Enter another Canadian philosopher, James K A Smith, whose How (Not) To Be Secular is an accessible exposition of Taylor’s magnum opus. Writing a ‘book about a book’ is a risk, but Smith has managed to condense Taylor’s dense prose to a very readable sixth of the original length. Moreover, by seasoning Taylor’s analysis with examples from modern music and literature, he helps us to see and feel them in a language we can more instinctively understand.
Both books are organised around a fundamental question:
Why was it virtually impossible not to believe in God in, say, 1500 in our Western society, while [now] many of us find this not only easy, but even inescapable? (19)
To confident secularists, the answer is beguilingly simple:
As cultures experience modernisation and technological advancement, the (divisive) forces of religious belief and participation wither in the face of modernity’s disenchantment of the world (21)
But Taylor’s answer to this question runs to almost 900 pages of analysis, spanning history, anthropology and philosophy, suggesting that things are not quite so straightforward. The histories of the West usually told by secularists are what Taylor calls ‘subtraction stories’, defined as ‘straight-shot accounts that assume the truth and goodness of the terminus, and thus simply read developments as steps on the way to that end’ (40). In other words, these are the classic, overconfident New Atheist narratives, in which the disenchantment of culture is nothing more than a positive, obvious and overdue return to our most fundamental and authentic (i.e. godless) nature. In this version of events, we in the West have simply grown up, realized that God is dead, and now inhabit a ‘cool, monolithic, “rational” age where everyone who’s anyone (i.e. smart people who are not religious) lives in quiet confidence’ (61).

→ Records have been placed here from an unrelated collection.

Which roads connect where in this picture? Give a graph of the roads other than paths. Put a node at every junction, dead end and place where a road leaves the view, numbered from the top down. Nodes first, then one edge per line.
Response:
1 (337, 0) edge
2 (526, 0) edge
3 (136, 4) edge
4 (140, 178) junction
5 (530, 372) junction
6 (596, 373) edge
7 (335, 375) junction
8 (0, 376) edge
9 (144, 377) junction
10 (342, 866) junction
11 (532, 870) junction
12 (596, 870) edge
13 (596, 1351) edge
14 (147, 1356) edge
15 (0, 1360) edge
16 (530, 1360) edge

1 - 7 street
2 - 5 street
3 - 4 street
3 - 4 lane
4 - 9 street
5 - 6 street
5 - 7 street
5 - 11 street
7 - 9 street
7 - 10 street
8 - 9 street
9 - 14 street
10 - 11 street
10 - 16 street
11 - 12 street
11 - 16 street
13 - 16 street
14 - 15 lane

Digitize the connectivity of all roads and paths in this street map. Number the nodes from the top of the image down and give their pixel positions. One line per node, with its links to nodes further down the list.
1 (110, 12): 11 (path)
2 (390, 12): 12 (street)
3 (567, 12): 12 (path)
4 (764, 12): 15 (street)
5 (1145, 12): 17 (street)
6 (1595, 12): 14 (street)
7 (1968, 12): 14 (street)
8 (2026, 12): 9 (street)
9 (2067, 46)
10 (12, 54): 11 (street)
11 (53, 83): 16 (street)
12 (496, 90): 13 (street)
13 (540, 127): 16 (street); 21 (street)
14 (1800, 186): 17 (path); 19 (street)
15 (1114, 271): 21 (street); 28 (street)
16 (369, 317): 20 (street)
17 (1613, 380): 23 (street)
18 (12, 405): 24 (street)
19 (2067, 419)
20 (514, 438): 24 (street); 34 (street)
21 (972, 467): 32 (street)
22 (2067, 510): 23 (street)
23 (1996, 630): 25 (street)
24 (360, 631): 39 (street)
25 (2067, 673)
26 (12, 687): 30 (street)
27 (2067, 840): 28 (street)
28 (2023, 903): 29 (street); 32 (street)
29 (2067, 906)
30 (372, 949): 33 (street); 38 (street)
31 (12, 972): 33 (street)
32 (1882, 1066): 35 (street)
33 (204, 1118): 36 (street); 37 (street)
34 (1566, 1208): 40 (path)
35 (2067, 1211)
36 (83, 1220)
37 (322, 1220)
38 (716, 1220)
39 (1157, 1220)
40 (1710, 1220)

We are now simultaneously pressured by both belief and unbelief
Except that we don’t. As both narrative and analysis, subtraction stories fail to do justice to reality. As Smith puts it, they are simplistic 2D cartoon maps of what is actually complex 3D terrain. Rather than delivering confident atheism and rationality to the masses, the Enlightenment actually left in its wake a troubled and complex pluralism. Normal people are now simultaneously pressured by both belief and unbelief. Smith takes the words of novelist Julian Barnes as a more honest reflection of our modern condition, in his enigmatic admission that ‘I don’t believe in God, but I miss him’ (5). As Smith puts it:
The doubter’s doubt is faith; his temptation is belief, and it is a temptation that has not been entirely quelled, even in a secular age (9-10)
The sources and outcomes of this tension are what Taylor and Smith seek to name and explore, their stated aim being to ‘really do justice to the messy complexity of our secular age’ (17).
In Taylor’s view, secularism is about more than just ideas: it’s a phenomenon on the level of our ‘social imaginary,’ defined as the way ‘ordinary people “imagine” their social surroundings…often not expressed in theoretical terms’ (143). A certain way of construing the individual and the world, heavily shaped by the Enlightenment, comes to us ‘in our mother’s milk, so to speak, to the extent that it’s very difficult for us to imagine the world otherwise’ (45-46). Powerful ideas (such as materialism and the autonomy of the individual) have shaped what we find plausible. Yet many of these positions are effectively pre-rational; we simply take them for granted as the ‘way things are’.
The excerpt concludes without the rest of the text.